For the conclusive prototype, visualization and feedback of subjects’ assessment results were excluded under the Medical Devices Regulation (MDR) and corresponding requirements of the ethics board were applied. User experiences when interpreting assessment results thus remain an open research topic for later enhancements.
Study design weaknesses can be observed in the unintentionally selective composition of the target group. Overall, participants were generally active in everyday life (e.g., sports club) and engaged in various topics (participation in other studies). No participant had a migration background, and with technology experience and use, it was found that the majority regularly used technical devices and on average considered themselves confident with them.
Other studies in the field of technology development also report on selective target groups and the challenges that come with including others in the development process [
60,
61]. In future studies, it is important for other groups (e.g., inactive people, the very old, people who are not technology-savvy, people with a migration background) to be involved, reflecting the heterogeneity of age. The use of technological devices depends on several factors besides age, such as gender, socioeconomic status, and cultural background [
62,
63,
64]. To this end, participants discussed ideas and suggestions about which groups of people might benefit from these measurements and where future prototypes should be located to promote their use. Inactive people were frequently mentioned here. Future locations for a measurement box were given as care facilities, doctors’ surgeries, department stores, or cultural centers.
5. Conclusions
This article presents the user interfaces of the unsupervised screening system (USS), which performs an unsupervised assessment of TUG and 5CRT in older adults for early detection of functional decline. After confirming the sensitivity to measure TUG and 5CRT performance in the TUMAL study [
30], this article focused on the usability and user acceptance of the system. As part of a participatory design process, user acceptance and usability of an early prototype of the USS were investigated, and the user interface improved. Overall, usability was significantly improved compared to the first prototype. Although many positive experiences were reported, improvements for further development of the USS could also be derived. These include individually adjustable components such as the chair, sensor belt, and functions such as font and image size, volume, signal tone, and announcement voice.
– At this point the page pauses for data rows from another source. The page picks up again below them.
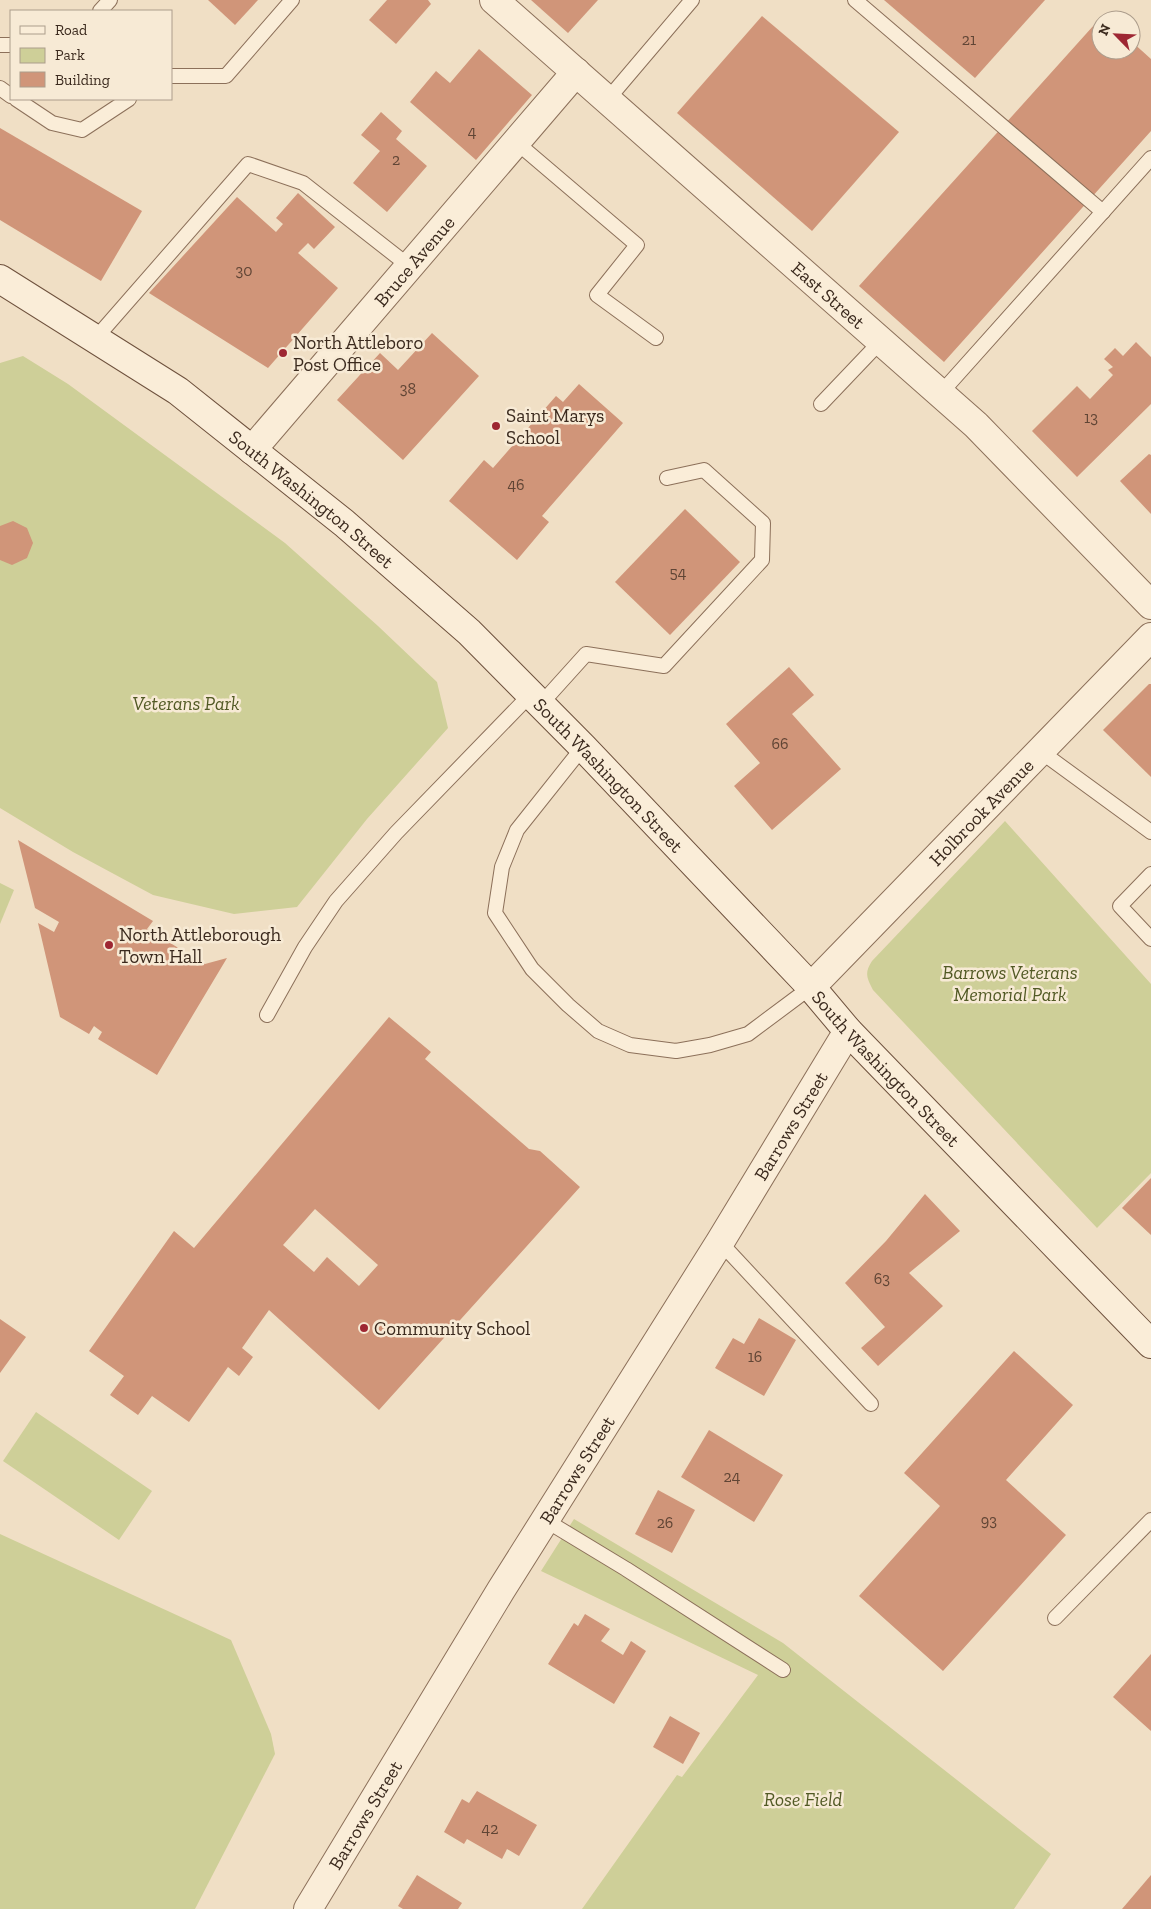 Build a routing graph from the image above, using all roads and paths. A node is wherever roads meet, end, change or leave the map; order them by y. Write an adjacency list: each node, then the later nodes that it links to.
1 (110, 0): 6 (lane)
2 (292, 0): 8 (lane)
3 (494, 0): 7 (street, East Street)
4 (692, 0): 9 (lane)
5 (854, 0): 14 (lane)
6 (101, 10)
7 (576, 72): 9 (street, East Street); 12 (street, Bruce Avenue)
8 (172, 76)
9 (608, 99): 19 (street, East Street)
10 (18, 100): 11 (lane)
11 (127, 100)
12 (516, 142): 15 (street, Bruce Avenue); 17 (lane)
13 (1151, 158): 14 (lane)
14 (1103, 212): 20 (lane)
15 (409, 266): 18 (lane); 22 (street, Bruce Avenue)
16 (2, 285): 18 (street, South Washington Street)
17 (656, 338)
18 (95, 339): 22 (street, South Washington Street)
19 (881, 341): 20 (street, East Street); 21 (lane)
20 (940, 394): 24 (street, East Street)
21 (821, 404)
22 (252, 450): 26 (street, South Washington Street)
23 (667, 478): 26 (lane)
24 (1151, 605)
25 (1151, 637): 28 (street, Holbrook Avenue)
26 (535, 700): 27 (street, South Washington Street); 33 (lane)
27 (583, 747): 32 (street, South Washington Street); 32 (lane)
28 (1040, 751): 29 (lane); 32 (street, Holbrook Avenue)
29 (1151, 832)
30 (1151, 874): 31 (lane)
31 (1151, 939)
32 (810, 988): 34 (street, South Washington Street)
33 (267, 1015)
34 (848, 1031): 35 (street, Barrows Street); 36 (street, South Washington Street)
35 (720, 1242): 37 (lane); 38 (street, Barrows Street)
36 (1151, 1344)
37 (871, 1404)
38 (545, 1520): 41 (lane); 42 (street, Barrows Street)
39 (1151, 1520): 40 (lane)
40 (1055, 1618)
41 (783, 1670)
42 (308, 1909)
Above all, age-specific characteristics and limitations must be considered and show how important the active participation of this target group is in the development process. A central issue for participants was the lack of feedback on test performance, which was excluded in this study due to restrictions imposed by medical device regulations. The evaluated prototype offers a high potential for early detection of functional impairment in the elderly and could be extended by additional functions. The measured values could be used by therapeutic and health professionals for preventive measures to counteract deterioration and loss of mobility. The independent use of the measurement system could reduce the personnel and organizational effort in contrast to conventional procedures and thus relieve the healthcare system.
To address older groups, future studies should consider other access routes for recruiting hard-to-reach target groups. These include multipliers from the community, target group, and church institutions. This way, elderly individuals with a migration background and people who are immobile, very old, or not tech-savvy could also be included, and subsequently benefit from this technology. In the future, the USS should be located where the everyday life of these people occurs. In the area of prevention and health promotion, this includes close social environments, such as a local neighborhood or district. Future studies are intended to investigate these aspects.